In our industry, we somewhat inevitably talk about claims a fair bit – after all, the insurance policy is predicated upon a “Promise to Pay.”
How big is BIG?
Now, to the person in the street, a big claim is when their car is trashed, or their house is flooded. To the owner operator, it’s when their fish and chip shop burns down. To the factory manager, it’s when the stock is destroyed by fire. But, in the mining industry, the word “claim” has a rather different meaning.
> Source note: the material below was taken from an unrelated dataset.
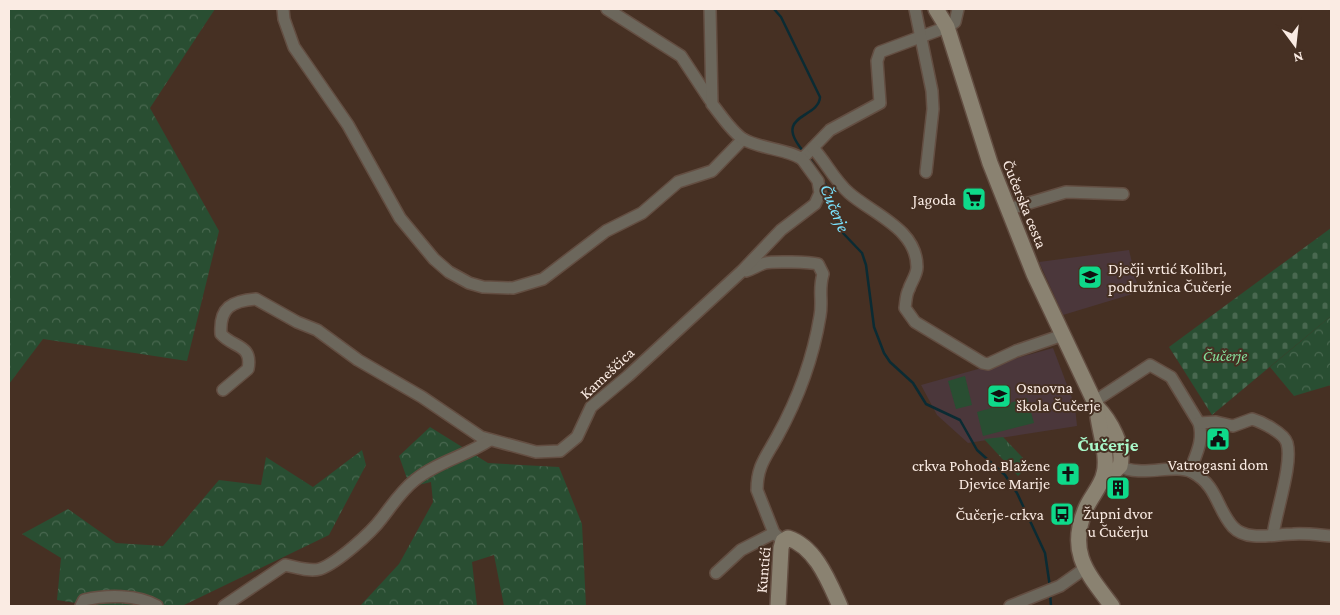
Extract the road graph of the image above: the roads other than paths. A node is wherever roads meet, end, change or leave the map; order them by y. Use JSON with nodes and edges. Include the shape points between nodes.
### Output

This is an industry where a dragline (used in coal mining) has a replacement value of $220 million, where it can take three years to replace a SAG (Semi Autogenous Grinding) Mill, and where the insurable gross profit can be up to $30 million per day – the cost of a claim grows rather rapidly at these numbers when you have a major claim which takes a year or more to sort out.
Total Losses in 2011
It’s a risky business, exposed to natural catastrophe and to operational failures and this year alone, notifiable losses exceed 60 in number from a wide range of causes – earthquakes, floods, rain storms, derailments, smelter explosions, port damage due to wave action (“overtopping”), molten metal breakouts from furnaces, underground fires, longwall miner failures and fires (a machine used for underground coal mining), the list goes on.
The largest loss estimate is around $650 million and the aggregate estimated insurable cost is over $3 billion. This is on top of a large number of significant loss incidents from 2007 through to 2011 which are still the subject of discussion, argument and litigation.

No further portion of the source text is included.